Material for this task:
--- START ---

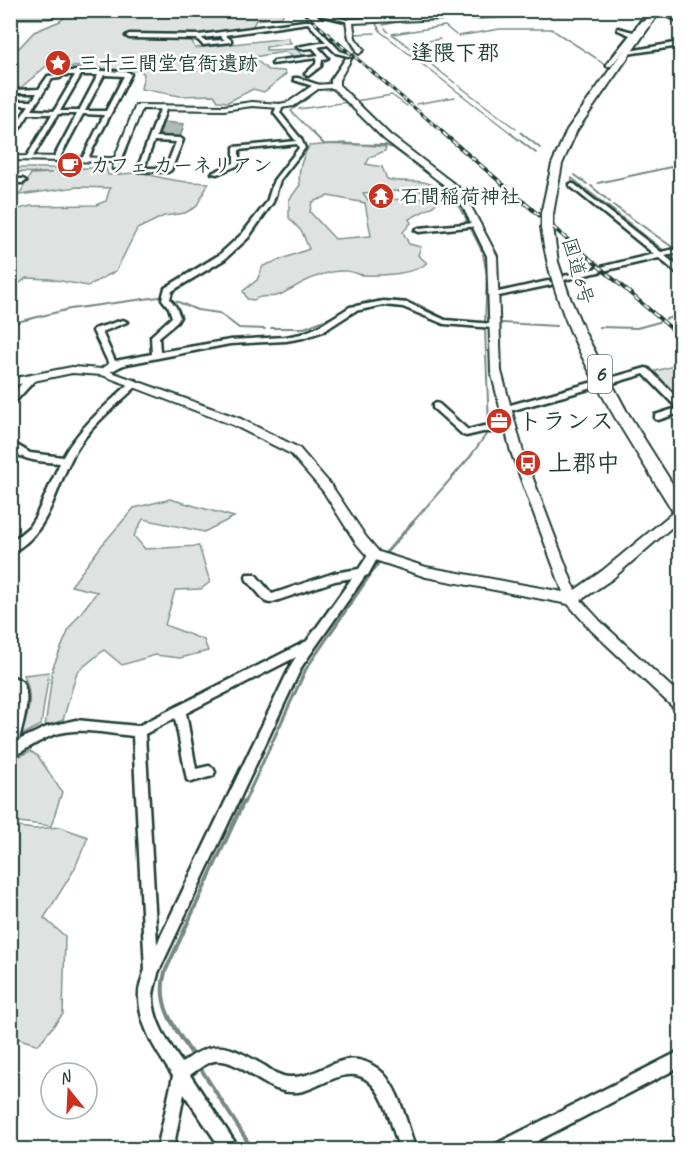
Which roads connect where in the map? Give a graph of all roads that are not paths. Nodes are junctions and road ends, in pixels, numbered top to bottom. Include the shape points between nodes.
1 (317, 10) edge
2 (646, 10) edge
3 (386, 12) edge
4 (662, 12) edge
5 (332, 13) edge
6 (483, 13) edge
7 (521, 13) edge
8 (451, 14) edge
9 (347, 19) junction
10 (384, 20) junction
11 (681, 21) edge
12 (643, 22) dead end
13 (248, 29) junction
14 (620, 29) dead end
15 (613, 33) dead end
16 (221, 34) junction
17 (634, 34) junction
18 (129, 36) dead end
19 (255, 36) dead end
20 (199, 37) junction
21 (330, 43) junction
22 (681, 45) edge
23 (314, 46) junction
24 (300, 47) dead end
25 (359, 52) joint
26 (627, 52) junction
27 (324, 56) junction
28 (349, 58) junction
29 (274, 63) dead end
30 (609, 65) dead end
31 (79, 73) junction
32 (102, 74) junction
33 (308, 75) dead end
34 (296, 80) dead end
35 (319, 86) junction
36 (335, 86) junction
37 (17, 91) dead end
38 (42, 91) junction
39 (10, 103) edge
40 (34, 103) junction
41 (280, 106) junction
42 (164, 107) junction
43 (29, 112) junction
44 (56, 112) junction
45 (81, 113) junction
46 (109, 113) junction
47 (11, 139) edge
48 (152, 139) junction
49 (300, 142) junction
50 (10, 158) edge
51 (29, 158) junction
52 (118, 158) junction
53 (56, 159) junction
54 (86, 159) junction
55 (115, 168) dead end
56 (215, 173) dead end
57 (10, 181) edge
58 (22, 181) dead end
59 (572, 185) dead end
60 (476, 225) junction
61 (419, 232) dead end
62 (681, 250) edge
63 (664, 254) junction
64 (681, 271) edge
65 (567, 278) dead end
66 (548, 283) dead end
67 (494, 295) junction
68 (123, 322) dead end
69 (493, 326) junction
70 (156, 355) junction
71 (108, 368) junction
72 (31, 379) junction
73 (610, 381) dead end
74 (10, 383) edge
75 (135, 383) junction
76 (597, 384) dead end
77 (10, 402) edge
78 (436, 406) dead end
79 (681, 408) edge
80 (506, 409) junction
81 (658, 417) dead end
82 (511, 429) junction
83 (10, 444) edge
84 (66, 460) junction
85 (681, 511) edge
86 (10, 549) edge
87 (374, 555) junction
88 (364, 572) junction
89 (251, 577) dead end
90 (572, 599) junction
91 (312, 643) junction
92 (10, 680) edge
93 (681, 704) edge
94 (180, 711) junction
95 (139, 731) junction
96 (11, 751) edge
97 (209, 772) dead end
98 (151, 972) junction
99 (681, 1059) edge
100 (181, 1073) junction
101 (165, 1149) edge
102 (232, 1149) edge
103 (408, 1149) edge
104 (502, 1149) edge

1 - 5 street via 322,15
2 - 7 street
3 - 10 street
4 - 11 street
4 - 17 highway, 国道6号 / 6
5 - 9 street
6 - 7 street
6 - 8 street
8 - 10 street
9 - 10 street
9 - 25 street
12 - 17 street
13 - 16 street
13 - 19 street
13 - 21 street via 307,22
14 - 17 street
15 - 17 street
16 - 20 street
16 - 20 street via 229,40 203,44
17 - 26 highway, 国道6号 / 6
17 - 30 street
18 - 20 street
21 - 23 street
21 - 28 street
22 - 26 street
23 - 24 street
23 - 27 street
25 - 28 street
26 - 85 highway, 国道6号 / 6 via 568,135 553,172 547,220 552,264 577,330 604,382
27 - 29 street
27 - 33 street
28 - 36 street
31 - 32 street
31 - 38 street via 50,77
31 - 44 street
32 - 45 street
32 - 46 street via 128,74
34 - 35 street
35 - 36 street
35 - 41 street via 291,104
36 - 60 street via 391,141 455,189
37 - 38 street
38 - 40 street
39 - 40 street
40 - 43 street
41 - 42 street
41 - 49 street via 277,113
42 - 48 street
42 - 52 street via 139,107
43 - 44 street
43 - 47 street
44 - 45 street
44 - 51 street
45 - 46 street
45 - 53 street
46 - 54 street
48 - 48 street via 140,170 168,170 180,140
49 - 56 street via 236,148 237,164
49 - 70 street via 300,152 277,180 270,202 245,236 222,257 168,290 166,299 176,315 155,336
50 - 51 street
51 - 53 street
52 - 54 street
52 - 55 street
53 - 54 street
57 - 58 street
59 - 63 street
60 - 61 street
60 - 67 street via 492,256
62 - 63 street
63 - 64 street
63 - 65 street
66 - 67 street
67 - 69 street
68 - 71 street via 97,331
69 - 70 street via 444,322 405,305 384,303 353,309 321,329 294,338 230,342
69 - 80 street via 496,371
70 - 71 street
71 - 72 street via 72,370
71 - 75 street
72 - 74 street
72 - 77 street
73 - 79 street via 646,371
75 - 84 street via 74,445
75 - 87 street via 237,422 295,451 327,488
76 - 80 street
78 - 82 street via 466,433
79 - 81 street
80 - 82 street
82 - 90 street
83 - 84 street via 27,457
84 - 86 street via 46,509 33,529
85 - 90 street via 607,575
87 - 88 street
87 - 90 street via 426,572
88 - 89 street via 334,577 270,599
88 - 91 street
90 - 93 street
91 - 94 street
91 - 98 street via 298,663
92 - 96 street via 19,685 21,693
94 - 95 street
94 - 97 street via 191,776
95 - 96 street via 70,725
95 - 98 street
98 - 100 street via 147,997 152,1025
99 - 104 street
100 - 101 street
100 - 102 street
100 - 103 street via 207,1054 218,1052 274,1081 290,1085 348,1066 366,1069 374,1073 388,1096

--- END ---

Task instructions: When you transcribe the lines above, keep every word exact but leave the pictures behind.

Response to this task:
Which roads connect where in the map? Give a graph of all roads that are not paths. Nodes are junctions and road ends, in pixels, numbered top to bottom. Include the shape points between nodes.
1 (317, 10) edge
2 (646, 10) edge
3 (386, 12) edge
4 (662, 12) edge
5 (332, 13) edge
6 (483, 13) edge
7 (521, 13) edge
8 (451, 14) edge
9 (347, 19) junction
10 (384, 20) junction
11 (681, 21) edge
12 (643, 22) dead end
13 (248, 29) junction
14 (620, 29) dead end
15 (613, 33) dead end
16 (221, 34) junction
17 (634, 34) junction
18 (129, 36) dead end
19 (255, 36) dead end
20 (199, 37) junction
21 (330, 43) junction
22 (681, 45) edge
23 (314, 46) junction
24 (300, 47) dead end
25 (359, 52) joint
26 (627, 52) junction
27 (324, 56) junction
28 (349, 58) junction
29 (274, 63) dead end
30 (609, 65) dead end
31 (79, 73) junction
32 (102, 74) junction
33 (308, 75) dead end
34 (296, 80) dead end
35 (319, 86) junction
36 (335, 86) junction
37 (17, 91) dead end
38 (42, 91) junction
39 (10, 103) edge
40 (34, 103) junction
41 (280, 106) junction
42 (164, 107) junction
43 (29, 112) junction
44 (56, 112) junction
45 (81, 113) junction
46 (109, 113) junction
47 (11, 139) edge
48 (152, 139) junction
49 (300, 142) junction
50 (10, 158) edge
51 (29, 158) junction
52 (118, 158) junction
53 (56, 159) junction
54 (86, 159) junction
55 (115, 168) dead end
56 (215, 173) dead end
57 (10, 181) edge
58 (22, 181) dead end
59 (572, 185) dead end
60 (476, 225) junction
61 (419, 232) dead end
62 (681, 250) edge
63 (664, 254) junction
64 (681, 271) edge
65 (567, 278) dead end
66 (548, 283) dead end
67 (494, 295) junction
68 (123, 322) dead end
69 (493, 326) junction
70 (156, 355) junction
71 (108, 368) junction
72 (31, 379) junction
73 (610, 381) dead end
74 (10, 383) edge
75 (135, 383) junction
76 (597, 384) dead end
77 (10, 402) edge
78 (436, 406) dead end
79 (681, 408) edge
80 (506, 409) junction
81 (658, 417) dead end
82 (511, 429) junction
83 (10, 444) edge
84 (66, 460) junction
85 (681, 511) edge
86 (10, 549) edge
87 (374, 555) junction
88 (364, 572) junction
89 (251, 577) dead end
90 (572, 599) junction
91 (312, 643) junction
92 (10, 680) edge
93 (681, 704) edge
94 (180, 711) junction
95 (139, 731) junction
96 (11, 751) edge
97 (209, 772) dead end
98 (151, 972) junction
99 (681, 1059) edge
100 (181, 1073) junction
101 (165, 1149) edge
102 (232, 1149) edge
103 (408, 1149) edge
104 (502, 1149) edge

1 - 5 street via 322,15
2 - 7 street
3 - 10 street
4 - 11 street
4 - 17 highway, 国道6号 / 6
5 - 9 street
6 - 7 street
6 - 8 street
8 - 10 street
9 - 10 street
9 - 25 street
12 - 17 street
13 - 16 street
13 - 19 street
13 - 21 street via 307,22
14 - 17 street
15 - 17 street
16 - 20 street
16 - 20 street via 229,40 203,44
17 - 26 highway, 国道6号 / 6
17 - 30 street
18 - 20 street
21 - 23 street
21 - 28 street
22 - 26 street
23 - 24 street
23 - 27 street
25 - 28 street
26 - 85 highway, 国道6号 / 6 via 568,135 553,172 547,220 552,264 577,330 604,382
27 - 29 street
27 - 33 street
28 - 36 street
31 - 32 street
31 - 38 street via 50,77
31 - 44 street
32 - 45 street
32 - 46 street via 128,74
34 - 35 street
35 - 36 street
35 - 41 street via 291,104
36 - 60 street via 391,141 455,189
37 - 38 street
38 - 40 street
39 - 40 street
40 - 43 street
41 - 42 street
41 - 49 street via 277,113
42 - 48 street
42 - 52 street via 139,107
43 - 44 street
43 - 47 street
44 - 45 street
44 - 51 street
45 - 46 street
45 - 53 street
46 - 54 street
48 - 48 street via 140,170 168,170 180,140
49 - 56 street via 236,148 237,164
49 - 70 street via 300,152 277,180 270,202 245,236 222,257 168,290 166,299 176,315 155,336
50 - 51 street
51 - 53 street
52 - 54 street
52 - 55 street
53 - 54 street
57 - 58 street
59 - 63 street
60 - 61 street
60 - 67 street via 492,256
62 - 63 street
63 - 64 street
63 - 65 street
66 - 67 street
67 - 69 street
68 - 71 street via 97,331
69 - 70 street via 444,322 405,305 384,303 353,309 321,329 294,338 230,342
69 - 80 street via 496,371
70 - 71 street
71 - 72 street via 72,370
71 - 75 street
72 - 74 street
72 - 77 street
73 - 79 street via 646,371
75 - 84 street via 74,445
75 - 87 street via 237,422 295,451 327,488
76 - 80 street
78 - 82 street via 466,433
79 - 81 street
80 - 82 street
82 - 90 street
83 - 84 street via 27,457
84 - 86 street via 46,509 33,529
85 - 90 street via 607,575
87 - 88 street
87 - 90 street via 426,572
88 - 89 street via 334,577 270,599
88 - 91 street
90 - 93 street
91 - 94 street
91 - 98 street via 298,663
92 - 96 street via 19,685 21,693
94 - 95 street
94 - 97 street via 191,776
95 - 96 street via 70,725
95 - 98 street
98 - 100 street via 147,997 152,1025
99 - 104 street
100 - 101 street
100 - 102 street
100 - 103 street via 207,1054 218,1052 274,1081 290,1085 348,1066 366,1069 374,1073 388,1096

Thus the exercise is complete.